In the first chapter of Green Sisters, Sarah McFarland Taylor outlays both the companionship between ideas and theories, (chief among them Tradition and innovation) growing together and supporting each other, but also the direct people who work together in almost a symbiosis. The same way ideas and people work together, Taylor also explains relationships that do not lead towards growth and goodness, and does not shy from saying it—male clergy opposed to the movement cling to the past and do not change or grow from the harms and ills of the catholic church’s history.
Taylor likens this simile green sisters and environmentalism as companion plants. “Drawing from a gardening approach known as “companion planting,” favored by organic gardeners in general and used by organic farming religious sisters, provides a fertile framework for looking at how sisters combine varieties of Catholicism, contemporary spirituality, environmental thought, and “green culture”” (28). Some plants grow best alongside other specifically corresponding plants—out of God’s miracle or the divine knowledge of Sophia.
I, personally believe this connection can even be drawn to symbiosis—the mutual benefits of one organism with another—which sometimes is understood as creating its own organism. Take the example of lichens. They are an algae and a fungus that work together, but a lichen is considered its own species. Ultimately, are we not all one organism, which cells die and are reabsorbed into other elements of the living being?


Something that renewed my own rational for choosing the path of farming was this quote: “If we were to accept the Earth on the terms and under the exquisite conditions in which it continues to evolve, the role of the farmer would be raised to a most honorable and sacred human profession”. I’ve heard this sentiment echoed through seemingly all of the figureheads of the small scale farming movement. Farming is a devotion. “Good work”, “work worth doing.” Laypeople to this world end up telling me something to the effect of “yeah, but it’s so hard!” Well, choose your hard! You can have a beautiful and rewarding “hard” or later on after taking the “easy” road have a rude awakening into an uncomfortable and grievous “hard”. Spirituality is the lens that turns this beautiful “hard” sparkling, meaningful, and all along the way rewarding.


Taylor writes about the potential women have to affect change for the ecojustice movement, however, she does issue a caveat, “Such arguments (which are usually labeled as examples of “cultural feminism” have come under fire by other branches of feminism for “essentializing” women (promoting the claim that there is some universal essence to being a woman that all women share)” (41). This thought is something I’ve been grappling with for a while, and I think there’s a difference between declaring this divine earthen-connection within women as a form of feminism, and personally feeling this divinity within yourself as your own expression of your own brand of feminism. You can feel this divinity, but no one speaks for everyone. We can’t speak for others and I think the Green Sisters would say so. Green Sisters seem not to be “loraxes” for our world, but instead, they seem to say “listen to the trees, hear their inherent divinity.”

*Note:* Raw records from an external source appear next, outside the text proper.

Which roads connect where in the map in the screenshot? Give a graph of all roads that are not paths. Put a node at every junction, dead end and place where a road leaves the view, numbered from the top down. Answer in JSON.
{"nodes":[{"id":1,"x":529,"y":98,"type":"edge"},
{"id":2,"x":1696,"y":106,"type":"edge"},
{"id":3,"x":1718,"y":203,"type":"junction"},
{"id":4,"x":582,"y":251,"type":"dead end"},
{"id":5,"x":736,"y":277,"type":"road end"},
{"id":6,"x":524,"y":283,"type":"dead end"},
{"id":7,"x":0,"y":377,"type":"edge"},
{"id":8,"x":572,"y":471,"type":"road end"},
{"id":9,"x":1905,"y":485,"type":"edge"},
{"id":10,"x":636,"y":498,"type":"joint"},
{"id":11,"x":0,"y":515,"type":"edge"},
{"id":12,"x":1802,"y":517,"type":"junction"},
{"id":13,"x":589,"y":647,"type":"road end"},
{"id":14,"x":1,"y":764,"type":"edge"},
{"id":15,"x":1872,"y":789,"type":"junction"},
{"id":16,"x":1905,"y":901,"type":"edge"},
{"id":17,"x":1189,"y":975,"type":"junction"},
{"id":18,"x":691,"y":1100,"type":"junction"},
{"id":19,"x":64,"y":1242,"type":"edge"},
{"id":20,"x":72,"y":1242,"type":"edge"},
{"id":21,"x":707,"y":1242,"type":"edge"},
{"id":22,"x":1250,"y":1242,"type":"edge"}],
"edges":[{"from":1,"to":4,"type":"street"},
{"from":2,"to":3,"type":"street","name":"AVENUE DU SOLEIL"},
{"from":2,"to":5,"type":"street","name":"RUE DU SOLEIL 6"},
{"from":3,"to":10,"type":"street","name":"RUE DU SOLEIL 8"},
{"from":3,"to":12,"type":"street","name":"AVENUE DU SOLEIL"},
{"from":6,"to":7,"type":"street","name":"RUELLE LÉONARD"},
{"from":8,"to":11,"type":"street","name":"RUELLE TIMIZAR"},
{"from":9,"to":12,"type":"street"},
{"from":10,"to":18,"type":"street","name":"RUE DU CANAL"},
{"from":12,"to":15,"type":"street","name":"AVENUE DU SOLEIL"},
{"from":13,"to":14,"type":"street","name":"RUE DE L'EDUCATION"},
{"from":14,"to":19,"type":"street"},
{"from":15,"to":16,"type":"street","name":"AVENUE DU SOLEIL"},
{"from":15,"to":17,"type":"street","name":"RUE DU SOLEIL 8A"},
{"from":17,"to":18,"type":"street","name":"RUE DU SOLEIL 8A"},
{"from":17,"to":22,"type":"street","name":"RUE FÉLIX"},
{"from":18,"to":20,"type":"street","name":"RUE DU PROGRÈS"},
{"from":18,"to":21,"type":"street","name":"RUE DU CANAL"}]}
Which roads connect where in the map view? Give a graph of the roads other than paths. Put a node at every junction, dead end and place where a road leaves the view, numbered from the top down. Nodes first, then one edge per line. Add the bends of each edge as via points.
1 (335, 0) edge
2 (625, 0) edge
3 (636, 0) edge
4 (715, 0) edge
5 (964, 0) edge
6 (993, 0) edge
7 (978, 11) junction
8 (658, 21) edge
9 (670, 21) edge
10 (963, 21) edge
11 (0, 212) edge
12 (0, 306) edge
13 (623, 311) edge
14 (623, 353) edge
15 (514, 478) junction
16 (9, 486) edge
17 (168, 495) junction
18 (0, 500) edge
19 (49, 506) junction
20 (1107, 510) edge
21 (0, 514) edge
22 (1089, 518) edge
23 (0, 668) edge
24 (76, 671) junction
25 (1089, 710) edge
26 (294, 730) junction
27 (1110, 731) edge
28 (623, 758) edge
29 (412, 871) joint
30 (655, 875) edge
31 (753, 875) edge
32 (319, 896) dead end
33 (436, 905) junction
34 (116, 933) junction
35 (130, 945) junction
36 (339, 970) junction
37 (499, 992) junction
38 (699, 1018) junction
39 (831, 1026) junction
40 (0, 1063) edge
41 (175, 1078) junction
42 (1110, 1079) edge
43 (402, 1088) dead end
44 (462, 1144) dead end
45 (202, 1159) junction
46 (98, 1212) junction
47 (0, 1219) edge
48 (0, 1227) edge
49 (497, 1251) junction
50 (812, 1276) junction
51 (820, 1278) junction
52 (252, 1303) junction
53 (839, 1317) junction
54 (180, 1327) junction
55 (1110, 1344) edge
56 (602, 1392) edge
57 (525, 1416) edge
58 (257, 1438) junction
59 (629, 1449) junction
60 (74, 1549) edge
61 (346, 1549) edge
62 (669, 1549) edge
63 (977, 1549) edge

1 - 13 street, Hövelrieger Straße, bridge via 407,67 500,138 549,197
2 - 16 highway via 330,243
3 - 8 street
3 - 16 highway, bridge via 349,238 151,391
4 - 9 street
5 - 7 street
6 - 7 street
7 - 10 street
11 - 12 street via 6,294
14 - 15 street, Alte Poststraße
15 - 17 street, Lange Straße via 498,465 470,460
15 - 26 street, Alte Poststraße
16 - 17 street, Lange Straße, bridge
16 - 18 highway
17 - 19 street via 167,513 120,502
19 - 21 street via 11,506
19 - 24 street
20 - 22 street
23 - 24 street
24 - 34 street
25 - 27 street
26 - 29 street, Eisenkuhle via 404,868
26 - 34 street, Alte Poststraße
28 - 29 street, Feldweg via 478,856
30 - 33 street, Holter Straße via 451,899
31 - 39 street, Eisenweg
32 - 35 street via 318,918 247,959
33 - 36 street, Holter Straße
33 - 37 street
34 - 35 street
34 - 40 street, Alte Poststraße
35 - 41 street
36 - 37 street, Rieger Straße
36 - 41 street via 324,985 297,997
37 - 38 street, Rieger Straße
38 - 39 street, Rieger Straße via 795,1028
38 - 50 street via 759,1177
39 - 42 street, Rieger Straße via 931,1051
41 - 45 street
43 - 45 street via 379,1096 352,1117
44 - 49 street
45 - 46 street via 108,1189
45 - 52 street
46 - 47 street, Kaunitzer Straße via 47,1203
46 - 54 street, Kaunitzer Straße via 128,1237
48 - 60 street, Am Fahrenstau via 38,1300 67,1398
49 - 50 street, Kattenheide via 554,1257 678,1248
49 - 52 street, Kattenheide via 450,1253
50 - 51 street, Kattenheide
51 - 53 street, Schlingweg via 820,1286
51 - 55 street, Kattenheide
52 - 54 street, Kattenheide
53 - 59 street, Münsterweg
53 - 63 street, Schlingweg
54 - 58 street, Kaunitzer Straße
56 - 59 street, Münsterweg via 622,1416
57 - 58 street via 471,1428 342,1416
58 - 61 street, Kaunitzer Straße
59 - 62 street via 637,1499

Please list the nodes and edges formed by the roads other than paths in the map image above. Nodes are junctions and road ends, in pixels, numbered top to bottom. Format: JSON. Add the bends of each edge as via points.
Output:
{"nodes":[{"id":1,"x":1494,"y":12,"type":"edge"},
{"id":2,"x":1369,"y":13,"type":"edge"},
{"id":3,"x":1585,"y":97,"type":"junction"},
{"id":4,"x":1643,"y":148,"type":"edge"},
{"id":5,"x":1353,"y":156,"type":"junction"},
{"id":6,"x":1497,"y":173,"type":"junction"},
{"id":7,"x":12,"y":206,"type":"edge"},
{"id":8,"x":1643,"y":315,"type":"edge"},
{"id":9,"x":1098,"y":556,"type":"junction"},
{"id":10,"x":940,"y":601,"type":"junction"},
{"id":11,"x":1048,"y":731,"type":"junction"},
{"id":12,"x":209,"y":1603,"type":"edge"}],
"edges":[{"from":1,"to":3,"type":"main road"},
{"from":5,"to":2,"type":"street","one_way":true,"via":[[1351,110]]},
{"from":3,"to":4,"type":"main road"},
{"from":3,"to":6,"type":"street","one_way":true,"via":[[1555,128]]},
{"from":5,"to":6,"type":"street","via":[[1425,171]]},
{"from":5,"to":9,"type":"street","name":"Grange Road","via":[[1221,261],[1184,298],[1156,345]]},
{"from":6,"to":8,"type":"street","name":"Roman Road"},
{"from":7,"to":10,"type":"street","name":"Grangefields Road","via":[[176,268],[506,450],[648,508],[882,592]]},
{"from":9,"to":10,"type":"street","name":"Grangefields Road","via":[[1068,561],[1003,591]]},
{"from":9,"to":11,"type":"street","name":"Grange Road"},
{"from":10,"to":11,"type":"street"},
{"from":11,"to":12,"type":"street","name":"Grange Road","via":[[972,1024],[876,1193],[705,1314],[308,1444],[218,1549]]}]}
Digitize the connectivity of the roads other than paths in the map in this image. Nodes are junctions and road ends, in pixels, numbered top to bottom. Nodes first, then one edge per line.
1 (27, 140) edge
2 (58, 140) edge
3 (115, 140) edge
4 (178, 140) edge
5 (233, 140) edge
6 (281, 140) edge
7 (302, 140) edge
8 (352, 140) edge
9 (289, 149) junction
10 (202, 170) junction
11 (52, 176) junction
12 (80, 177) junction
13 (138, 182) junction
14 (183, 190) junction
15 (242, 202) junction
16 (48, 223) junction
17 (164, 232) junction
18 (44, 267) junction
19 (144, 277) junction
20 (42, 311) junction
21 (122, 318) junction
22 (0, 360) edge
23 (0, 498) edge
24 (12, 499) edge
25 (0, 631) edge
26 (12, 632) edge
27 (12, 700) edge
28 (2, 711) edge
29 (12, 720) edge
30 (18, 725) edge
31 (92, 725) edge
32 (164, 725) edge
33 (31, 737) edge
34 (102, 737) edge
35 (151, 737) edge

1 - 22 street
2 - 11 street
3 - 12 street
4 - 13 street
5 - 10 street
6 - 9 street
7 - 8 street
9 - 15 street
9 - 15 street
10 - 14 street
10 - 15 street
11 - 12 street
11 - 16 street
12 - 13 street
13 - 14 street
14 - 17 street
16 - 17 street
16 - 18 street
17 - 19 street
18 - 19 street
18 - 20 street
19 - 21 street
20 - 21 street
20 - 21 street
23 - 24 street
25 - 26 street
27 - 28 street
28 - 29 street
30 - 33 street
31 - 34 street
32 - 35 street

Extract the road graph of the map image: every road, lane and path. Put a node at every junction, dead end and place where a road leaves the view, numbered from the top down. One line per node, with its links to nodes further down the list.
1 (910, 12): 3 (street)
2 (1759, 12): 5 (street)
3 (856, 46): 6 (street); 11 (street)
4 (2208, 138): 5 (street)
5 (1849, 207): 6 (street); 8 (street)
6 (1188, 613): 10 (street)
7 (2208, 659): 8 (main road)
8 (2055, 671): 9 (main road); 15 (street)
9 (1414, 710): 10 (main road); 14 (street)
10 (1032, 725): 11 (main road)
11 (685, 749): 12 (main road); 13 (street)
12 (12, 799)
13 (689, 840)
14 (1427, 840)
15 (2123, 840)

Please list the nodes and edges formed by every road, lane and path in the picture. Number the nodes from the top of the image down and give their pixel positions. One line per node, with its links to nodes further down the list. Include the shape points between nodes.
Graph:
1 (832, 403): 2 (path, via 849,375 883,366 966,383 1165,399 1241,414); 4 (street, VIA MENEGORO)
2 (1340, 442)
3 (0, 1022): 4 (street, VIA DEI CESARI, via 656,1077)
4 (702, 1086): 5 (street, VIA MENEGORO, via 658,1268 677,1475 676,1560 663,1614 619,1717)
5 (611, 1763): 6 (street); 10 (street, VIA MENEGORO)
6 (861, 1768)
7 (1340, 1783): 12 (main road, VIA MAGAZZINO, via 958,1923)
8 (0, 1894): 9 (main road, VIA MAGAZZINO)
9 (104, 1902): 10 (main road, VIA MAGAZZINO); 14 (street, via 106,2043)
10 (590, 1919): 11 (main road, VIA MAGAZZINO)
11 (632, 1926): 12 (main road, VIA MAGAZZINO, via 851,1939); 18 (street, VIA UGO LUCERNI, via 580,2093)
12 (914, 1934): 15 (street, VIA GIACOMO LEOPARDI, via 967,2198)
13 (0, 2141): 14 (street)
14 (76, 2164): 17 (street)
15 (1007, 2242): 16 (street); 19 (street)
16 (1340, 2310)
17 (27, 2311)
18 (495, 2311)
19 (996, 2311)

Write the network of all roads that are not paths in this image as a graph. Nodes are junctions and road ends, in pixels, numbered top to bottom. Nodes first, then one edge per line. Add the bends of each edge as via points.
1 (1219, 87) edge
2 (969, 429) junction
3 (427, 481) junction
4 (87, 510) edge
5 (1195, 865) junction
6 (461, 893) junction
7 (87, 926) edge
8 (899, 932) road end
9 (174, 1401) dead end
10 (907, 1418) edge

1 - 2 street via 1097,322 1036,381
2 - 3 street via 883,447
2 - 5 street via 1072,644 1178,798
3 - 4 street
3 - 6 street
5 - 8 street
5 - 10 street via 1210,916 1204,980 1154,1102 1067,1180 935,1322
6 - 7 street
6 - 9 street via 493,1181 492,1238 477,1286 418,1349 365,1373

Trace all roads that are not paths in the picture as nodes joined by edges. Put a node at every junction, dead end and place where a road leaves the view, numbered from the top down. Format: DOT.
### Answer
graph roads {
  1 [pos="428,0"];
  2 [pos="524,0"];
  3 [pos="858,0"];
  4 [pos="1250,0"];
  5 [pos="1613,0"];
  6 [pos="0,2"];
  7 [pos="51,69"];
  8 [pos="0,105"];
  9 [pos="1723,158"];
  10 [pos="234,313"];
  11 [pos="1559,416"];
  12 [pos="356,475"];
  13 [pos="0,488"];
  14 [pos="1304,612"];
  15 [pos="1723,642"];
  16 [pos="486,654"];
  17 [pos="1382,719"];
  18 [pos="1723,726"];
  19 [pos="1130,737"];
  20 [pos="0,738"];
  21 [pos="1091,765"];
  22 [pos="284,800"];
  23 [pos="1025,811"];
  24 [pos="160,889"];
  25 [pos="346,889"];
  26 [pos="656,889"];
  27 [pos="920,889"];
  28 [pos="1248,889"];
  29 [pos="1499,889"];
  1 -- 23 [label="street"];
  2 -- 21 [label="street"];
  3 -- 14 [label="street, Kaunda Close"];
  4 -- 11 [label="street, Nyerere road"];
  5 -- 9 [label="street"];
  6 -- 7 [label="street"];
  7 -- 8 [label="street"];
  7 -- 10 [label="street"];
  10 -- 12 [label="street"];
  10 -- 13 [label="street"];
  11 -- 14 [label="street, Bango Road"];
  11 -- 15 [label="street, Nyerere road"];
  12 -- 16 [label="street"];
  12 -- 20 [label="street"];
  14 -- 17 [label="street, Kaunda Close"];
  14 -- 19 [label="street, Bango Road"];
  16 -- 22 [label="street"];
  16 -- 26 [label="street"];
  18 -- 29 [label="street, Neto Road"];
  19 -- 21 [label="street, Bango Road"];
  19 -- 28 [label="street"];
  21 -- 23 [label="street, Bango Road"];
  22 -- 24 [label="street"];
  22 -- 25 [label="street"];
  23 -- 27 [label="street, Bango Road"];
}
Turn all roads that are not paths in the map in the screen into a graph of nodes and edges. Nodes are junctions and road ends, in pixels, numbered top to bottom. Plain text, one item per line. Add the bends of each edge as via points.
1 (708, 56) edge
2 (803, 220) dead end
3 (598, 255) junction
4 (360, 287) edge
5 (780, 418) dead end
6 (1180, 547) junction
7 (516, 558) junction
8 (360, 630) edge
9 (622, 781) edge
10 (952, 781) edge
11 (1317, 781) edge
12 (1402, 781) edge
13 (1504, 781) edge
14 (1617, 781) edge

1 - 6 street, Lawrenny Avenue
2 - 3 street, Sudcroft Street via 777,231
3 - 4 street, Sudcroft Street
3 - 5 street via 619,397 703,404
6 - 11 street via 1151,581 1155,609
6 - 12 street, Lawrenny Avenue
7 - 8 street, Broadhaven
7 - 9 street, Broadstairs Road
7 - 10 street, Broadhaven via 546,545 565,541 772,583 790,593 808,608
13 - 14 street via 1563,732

Taylor continues to stress Thomas Berry’s idea that we need to create a new sense of what it means to be human. This connection to the world rather than a separation. The earth and non-human earthlings, then the humans, then the holy host, then the triune God. We are all one and god is within Us.


The Green Sisters as Taylor shows us, are, indeed, countercultural movers and shakers. “Sisters’ historical involvement in peace and justice concerns, civil rights, women’s rights, and antiwar efforts have given rise to an American Catholic sisterhood practiced at being what environmental author and naturalist Terry Tempest Williams calls “edge walkers”” (49). Some Catholics view them as pagans and say these sisters are the ones that need reform. The sisters maintain a voice of growth, though. Grow past the ills and harms of those who were in power, return the power of divine voice to the people. Taylor ends this chapter with a sentiment so beautiful I have to share. She writes of a statue of the Virgin Mary becoming covered with moss and enshrouded by grasses, “Green sisters have become faithful tenders of that growth as new green shoots somehow manage to embed themselves in stone” (51). It is these plants which will help us grow towards the light.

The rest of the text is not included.